OXGENE ™, une société de biotechnologie qui conçoit et développe des technologies de thérapie génique évolutives, a annoncé aujourd'hui le lancement de son système de fabrication évolutif et sans plasmide pour AAV. La nouvelle technologie TESSA ™ d’OXGENE répond aux défis à l’échelle de l’industrie associés à la fabrication robuste et reproductible d’AAV à grande échelle. Il s'agit notamment du coût élevé des marchandises et de la faible efficacité de l'emballage. TESSA vise à apporter un changement de paradigme dans la fabrication d'AAV évolutive.
Vecteurs OXGENE TESSA ™
Le virus adéno-associé, ou AAV, est un choix populaire de vecteur viral pour administrer des thérapies géniques aux patients, en raison de sa faible immunogénicité, de son profil d'innocuité favorable et de la facilité avec laquelle il transduise de nombreux types de cellules et de tissus. Cependant, les systèmes de fabrication n'ont pas suivi le rythme des progrès biologiques, laissant ces thérapies coûteuses, difficiles à produire à grande échelle et soumises à une variabilité inhérente d'un lot à l'autre. Cela représente un défi majeur pour les régulateurs et les autorités sanitaires lorsqu'il s'agit d'approuver ces traitements à des fins cliniques.
La technologie TESSA d’OXGENE surmonte les obstacles de fabrication en tirant parti de la relation naturelle d’AAV avec un autre virus – l’adénovirus. Dans la nature, l'AAV coexiste avec l'adénovirus, qui fournit «l'aide» dont l'AAV a besoin pour se répliquer. Cependant, en plus de répliquer l'AAV, l'adénovirus se réplique également, conduisant à des niveaux élevés de contamination adénovirale si ce processus est traduit dans un contexte industriel.

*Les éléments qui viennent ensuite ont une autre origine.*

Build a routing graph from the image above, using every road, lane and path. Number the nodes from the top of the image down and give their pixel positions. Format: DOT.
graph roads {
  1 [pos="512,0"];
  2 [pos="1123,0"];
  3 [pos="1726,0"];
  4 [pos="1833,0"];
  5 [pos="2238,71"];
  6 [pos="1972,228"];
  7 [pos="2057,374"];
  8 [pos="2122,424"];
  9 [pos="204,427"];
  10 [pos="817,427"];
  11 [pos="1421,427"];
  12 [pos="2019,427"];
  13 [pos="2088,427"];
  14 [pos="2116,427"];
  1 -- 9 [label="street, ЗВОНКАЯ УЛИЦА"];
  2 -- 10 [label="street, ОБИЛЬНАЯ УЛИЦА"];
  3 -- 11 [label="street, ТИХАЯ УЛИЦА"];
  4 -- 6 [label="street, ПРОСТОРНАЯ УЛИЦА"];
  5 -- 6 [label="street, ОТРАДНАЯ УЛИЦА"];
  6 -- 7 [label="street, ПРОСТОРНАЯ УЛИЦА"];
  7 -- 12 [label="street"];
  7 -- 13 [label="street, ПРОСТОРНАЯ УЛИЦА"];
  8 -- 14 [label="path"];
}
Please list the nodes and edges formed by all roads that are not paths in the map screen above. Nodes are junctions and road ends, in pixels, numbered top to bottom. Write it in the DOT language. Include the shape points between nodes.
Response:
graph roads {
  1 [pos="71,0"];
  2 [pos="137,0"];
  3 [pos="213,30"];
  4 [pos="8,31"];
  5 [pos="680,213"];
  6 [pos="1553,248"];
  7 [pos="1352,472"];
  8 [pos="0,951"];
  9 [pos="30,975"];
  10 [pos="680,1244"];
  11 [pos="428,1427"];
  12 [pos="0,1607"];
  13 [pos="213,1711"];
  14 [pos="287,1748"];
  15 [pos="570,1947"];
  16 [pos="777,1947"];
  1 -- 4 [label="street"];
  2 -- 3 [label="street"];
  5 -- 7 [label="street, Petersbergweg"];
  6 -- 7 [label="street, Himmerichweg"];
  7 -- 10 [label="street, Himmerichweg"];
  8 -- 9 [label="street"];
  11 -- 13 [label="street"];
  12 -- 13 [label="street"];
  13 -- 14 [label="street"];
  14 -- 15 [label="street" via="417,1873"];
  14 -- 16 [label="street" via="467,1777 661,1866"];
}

OXGENE a relevé ces défis en manipulant le cycle de vie adénoviral afin qu'il puisse toujours fournir une aide de haute qualité pour la réplication de l'AAV, mais est incapable de se fabriquer lui-même, réduisant la contamination adénovirale de 99,9999% dans un cycle de fabrication. Intégration de l'AAV représentant et casquette les gènes dans le vecteur adénoviral signifie que tout ce qui est nécessaire pour la production d'AAV, à l'exception du génome d'AAV, peut être fourni dans un seul vecteur viral. Pendant ce temps, le génome de l'AAV peut être codé soit dans un deuxième vecteur TESSA, dans un plasmide, soit dans une particule d'AAV elle-même. L'utilisation de deux vecteurs TESSA améliore les rendements d'AAV2 de 40 fois, accompagnée d'une augmentation de 2000 fois de l'infectivité des particules par rapport à une approche standard de fabrication à trois plasmides.
Une fois que ce premier stock de semences d'AAV a été produit, la co-infection des cellules avec cet AAV aux côtés d'un autre vecteur TESSA peut amplifier davantage l'AAV d'une manière simple, reproductible et évolutive, supprimant la dépendance à des plasmides coûteux et limitants pour la fabrication d'AAV.

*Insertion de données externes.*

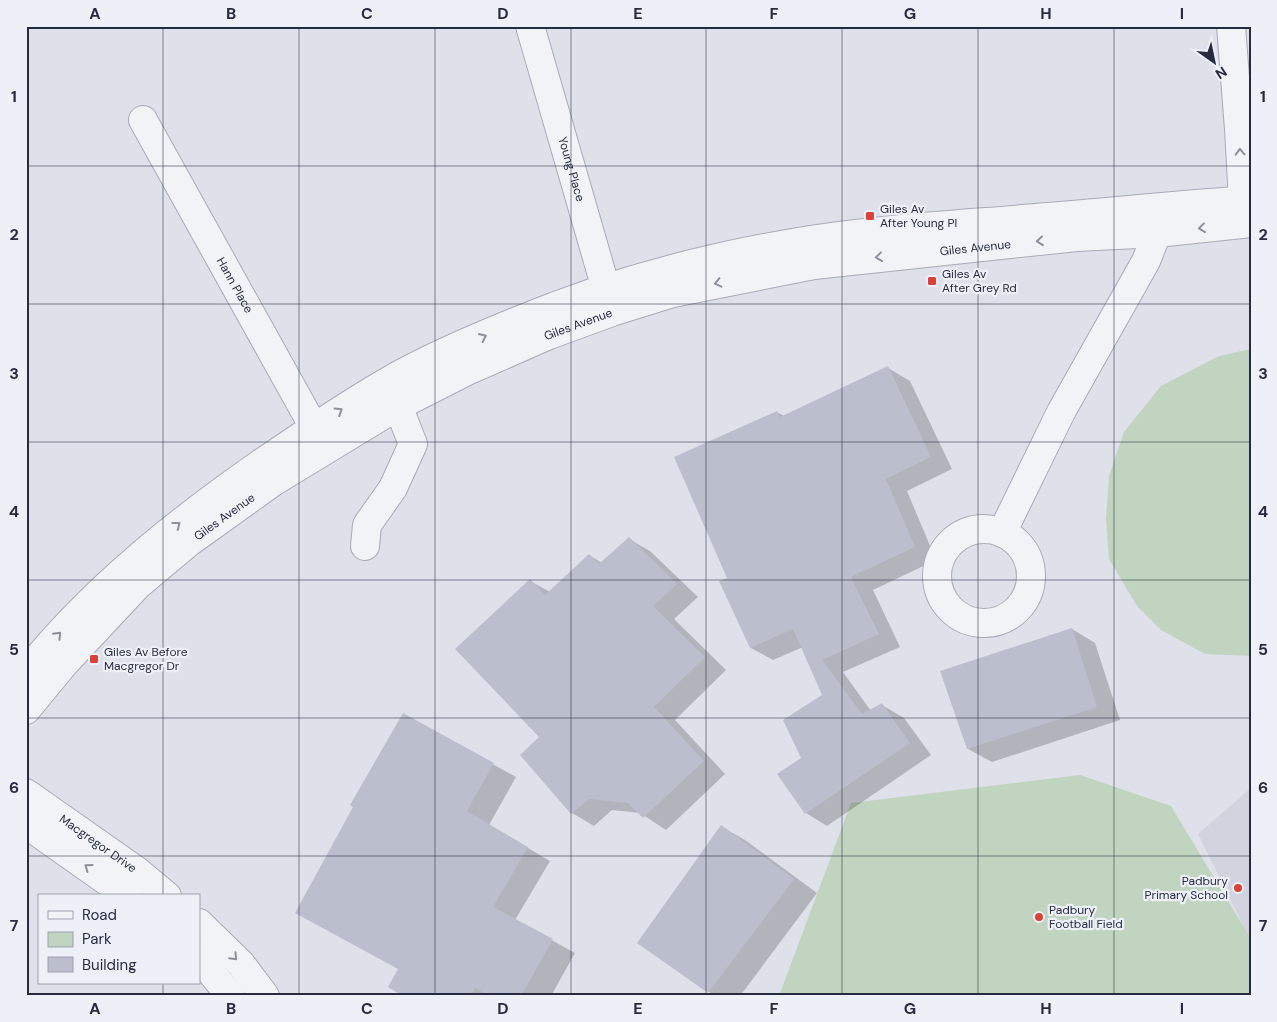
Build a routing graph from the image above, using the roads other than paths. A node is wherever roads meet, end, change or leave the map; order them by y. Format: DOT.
graph roads {
  1 [pos="530,26"];
  2 [pos="1231,26"];
  3 [pos="143,120"];
  4 [pos="1247,212"];
  5 [pos="1157,233"];
  6 [pos="609,300"];
  7 [pos="398,406"];
  8 [pos="319,438"];
  9 [pos="1002,532"];
  10 [pos="365,546"];
  11 [pos="26,672"];
  12 [pos="26,710"];
  13 [pos="26,793"];
  14 [pos="26,824"];
  15 [pos="125,894"];
  16 [pos="165,894"];
  17 [pos="200,924"];
  18 [pos="200,959"];
  19 [pos="231,996"];
  20 [pos="265,996"];
  1 -- 6 [label="street, Young Place"];
  4 -- 2 [label="street, one-way"];
  3 -- 8 [label="street, Hann Place"];
  4 -- 5 [label="street, Giles Avenue, one-way"];
  4 -- 6 [label="street, Giles Avenue"];
  5 -- 6 [label="street, Giles Avenue, one-way"];
  5 -- 9 [label="street"];
  6 -- 7 [label="street, Giles Avenue"];
  8 -- 6 [label="street, Giles Avenue, one-way"];
  7 -- 8 [label="street, Giles Avenue"];
  7 -- 10 [label="street"];
  11 -- 8 [label="street, Giles Avenue, one-way"];
  8 -- 12 [label="street, Giles Avenue"];
  13 -- 16 [label="street, Macgregor Drive"];
  15 -- 14 [label="street, Macgregor Drive, one-way"];
  17 -- 20 [label="street, one-way"];
  18 -- 19 [label="street"];
}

La dépendance de l’industrie de la thérapie génique vis-à-vis des plasmides est une limitation majeure pour la fabrication robuste et reproductible d’AAV à grande échelle. En adoptant une approche «retour à la nature» pour repenser la production des AAV à partir de zéro, nous avons développé une nouvelle technologie véritablement innovante qui, nous l’espérons, transformera la façon dont les AAV sont fabriqués. En combinant des rendements élevés d'AAV avec une évolutivité, une efficacité de conditionnement et une infectivité accrue, nous espérons que la technologie TESSA contribuera à réduire le coût global des produits impliqués dans le développement de la thérapie génique. Nous espérons que cela améliorera également la sécurité des produits thérapeutiques finaux, car l'AAV de meilleure qualité et plus infectieux résultant de la fabrication à base de TESSA pourrait signifier des doses efficaces considérablement plus faibles.
PDG d’OXGENE, Dr Ryan Cawood
OXGENE a jusqu'à présent développé et validé des vecteurs TESSA pour AAV2, 5, 6 et 9 et prend désormais des demandes de projets de service et de précommandes de produits pour développer et évaluer cette technologie.